Когда лошади удается сбежать, она становится гордой, неприступной и заносчивой, потому что ОНА! СБЕЖАЛА! Она смогла! Мустанг в прерии. Я свобоо-о-о-оден, словно птица в небесах. И все, даже деревенские коняги, предназначенные исключительно для телеги, начинают показывать чудеса вроде вертикальных свечей, рыси с подвисаниями (красиво, красиво бегут, падлы плюшевые!) и почти испанского шага. Шея вытянута, ушки пенёчками, ноздри раздуваются.
И морда аж светится. На волю, в пампасы!
Ба-бах! Ба-бах! Галопом вокруг конюшни.
Нас не догонят! Мы крутые. Ур-ра!
Минут через пять наступает отрезвление.
Ура-то ура, только вот... э-э-э-э... куда податься?
Ладно, летом можно погулять по территории, травку пожевать, но в ноябре?
Да и никто не бегает следом, не зовет, овсом не приманивает. Не заметили великий побег из Шоушенка? Надо намекнуть.
В конюшню заглядывает удивленная морда.
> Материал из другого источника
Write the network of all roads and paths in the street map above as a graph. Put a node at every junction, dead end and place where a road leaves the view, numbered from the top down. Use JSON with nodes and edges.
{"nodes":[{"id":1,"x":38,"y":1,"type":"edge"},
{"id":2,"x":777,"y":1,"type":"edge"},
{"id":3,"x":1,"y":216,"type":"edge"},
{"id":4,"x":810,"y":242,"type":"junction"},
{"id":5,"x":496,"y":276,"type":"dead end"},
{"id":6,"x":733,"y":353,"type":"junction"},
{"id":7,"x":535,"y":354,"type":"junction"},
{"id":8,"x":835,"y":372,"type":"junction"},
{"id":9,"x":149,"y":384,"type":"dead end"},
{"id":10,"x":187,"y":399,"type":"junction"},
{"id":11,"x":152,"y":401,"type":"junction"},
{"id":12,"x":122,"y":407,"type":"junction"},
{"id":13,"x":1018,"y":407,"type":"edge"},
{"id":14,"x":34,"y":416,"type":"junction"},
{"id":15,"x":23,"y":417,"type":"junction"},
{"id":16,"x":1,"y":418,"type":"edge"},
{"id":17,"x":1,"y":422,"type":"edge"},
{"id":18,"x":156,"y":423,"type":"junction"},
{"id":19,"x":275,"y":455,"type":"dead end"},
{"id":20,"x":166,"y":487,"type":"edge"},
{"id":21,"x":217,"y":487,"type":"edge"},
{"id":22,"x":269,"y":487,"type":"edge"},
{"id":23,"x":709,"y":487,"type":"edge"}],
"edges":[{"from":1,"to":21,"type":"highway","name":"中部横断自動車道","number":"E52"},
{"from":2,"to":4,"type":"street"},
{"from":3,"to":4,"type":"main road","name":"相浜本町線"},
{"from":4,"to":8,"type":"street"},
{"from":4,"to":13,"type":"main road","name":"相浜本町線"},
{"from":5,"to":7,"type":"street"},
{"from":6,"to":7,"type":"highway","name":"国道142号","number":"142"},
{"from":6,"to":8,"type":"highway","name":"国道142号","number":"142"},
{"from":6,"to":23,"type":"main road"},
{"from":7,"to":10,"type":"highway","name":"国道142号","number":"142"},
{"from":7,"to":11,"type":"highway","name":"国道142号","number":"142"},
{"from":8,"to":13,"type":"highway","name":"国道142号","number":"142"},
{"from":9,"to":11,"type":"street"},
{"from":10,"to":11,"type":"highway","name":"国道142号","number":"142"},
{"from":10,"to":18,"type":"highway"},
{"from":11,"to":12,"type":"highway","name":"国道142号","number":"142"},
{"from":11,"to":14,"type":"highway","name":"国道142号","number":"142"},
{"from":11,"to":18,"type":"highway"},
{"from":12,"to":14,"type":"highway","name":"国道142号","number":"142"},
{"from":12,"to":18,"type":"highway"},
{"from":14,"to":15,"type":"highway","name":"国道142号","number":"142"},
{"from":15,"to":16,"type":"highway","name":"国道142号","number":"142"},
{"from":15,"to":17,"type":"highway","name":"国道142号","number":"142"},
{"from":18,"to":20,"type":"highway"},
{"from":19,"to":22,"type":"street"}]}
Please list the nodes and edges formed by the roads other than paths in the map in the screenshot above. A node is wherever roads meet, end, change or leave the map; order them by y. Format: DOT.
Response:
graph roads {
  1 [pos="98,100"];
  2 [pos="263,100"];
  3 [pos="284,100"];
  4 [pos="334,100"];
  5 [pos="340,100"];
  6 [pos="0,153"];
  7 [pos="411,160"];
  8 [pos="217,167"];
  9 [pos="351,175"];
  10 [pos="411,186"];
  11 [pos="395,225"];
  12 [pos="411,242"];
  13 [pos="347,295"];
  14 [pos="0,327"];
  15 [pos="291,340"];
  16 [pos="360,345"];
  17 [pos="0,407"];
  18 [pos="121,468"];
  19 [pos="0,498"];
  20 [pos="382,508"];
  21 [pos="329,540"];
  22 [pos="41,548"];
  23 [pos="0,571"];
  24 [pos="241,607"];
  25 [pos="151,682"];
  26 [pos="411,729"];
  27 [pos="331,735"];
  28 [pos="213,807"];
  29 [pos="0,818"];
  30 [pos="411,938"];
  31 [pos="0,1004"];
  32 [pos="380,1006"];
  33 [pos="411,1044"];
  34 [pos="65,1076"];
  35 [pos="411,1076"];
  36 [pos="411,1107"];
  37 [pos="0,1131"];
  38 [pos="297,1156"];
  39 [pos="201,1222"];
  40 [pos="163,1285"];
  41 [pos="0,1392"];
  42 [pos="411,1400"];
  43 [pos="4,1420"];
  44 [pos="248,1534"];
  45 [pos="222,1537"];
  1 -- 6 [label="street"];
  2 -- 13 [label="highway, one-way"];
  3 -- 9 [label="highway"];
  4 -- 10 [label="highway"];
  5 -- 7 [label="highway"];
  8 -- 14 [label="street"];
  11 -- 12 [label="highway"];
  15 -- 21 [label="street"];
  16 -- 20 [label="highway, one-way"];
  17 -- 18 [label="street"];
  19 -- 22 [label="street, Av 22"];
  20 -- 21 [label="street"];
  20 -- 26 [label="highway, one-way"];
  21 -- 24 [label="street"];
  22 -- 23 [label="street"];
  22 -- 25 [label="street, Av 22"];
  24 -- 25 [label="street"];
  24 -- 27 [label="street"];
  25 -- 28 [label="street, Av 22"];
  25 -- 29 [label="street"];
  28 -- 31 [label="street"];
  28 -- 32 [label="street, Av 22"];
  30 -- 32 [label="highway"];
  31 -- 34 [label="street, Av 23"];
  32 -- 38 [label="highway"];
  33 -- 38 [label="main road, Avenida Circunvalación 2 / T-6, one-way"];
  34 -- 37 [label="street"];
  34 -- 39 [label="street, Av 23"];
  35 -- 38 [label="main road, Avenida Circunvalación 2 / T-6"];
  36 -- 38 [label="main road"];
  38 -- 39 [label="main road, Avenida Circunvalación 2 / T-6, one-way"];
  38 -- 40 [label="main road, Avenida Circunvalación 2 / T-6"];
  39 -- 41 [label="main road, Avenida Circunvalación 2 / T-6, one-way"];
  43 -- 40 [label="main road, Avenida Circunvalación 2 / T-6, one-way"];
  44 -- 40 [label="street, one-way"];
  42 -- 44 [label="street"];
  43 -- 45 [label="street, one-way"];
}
В морду изнутри летит пустой свернутый мешок, двери закрываются.
Беглянка в недоумении. Радость от побега уходит.
Ой, погодите, есть же другой вход. Побежали, побежали, побежали.
Черт, и тут закрыто. Надо поорать.
Гордый мустанг начинает скорбно вопить и ходить дозором у закрытых дверей. Что-то пошло не так, будущее рисуется в черных красках: ночь, голод, лес, тишина, во-о-олки. Мама, спасите!
Иди нафиг, наглая морда. Хотела гулять - гуляй.
А нет, гулять в одиночестве и сумерках не хочется, поскольку как-то печально. Все дома, а беглянка одна во враждебном мире, позабыта-позаброшена, без денег и документов. В общем, ошибка уже осознана, лошадь готова к покаянию.
Дверь открывается:
- Н-ну?!
Да! Пустите! Домой, в денник, к сену. Я все поняла, осознала и повинилась. Больше не буду.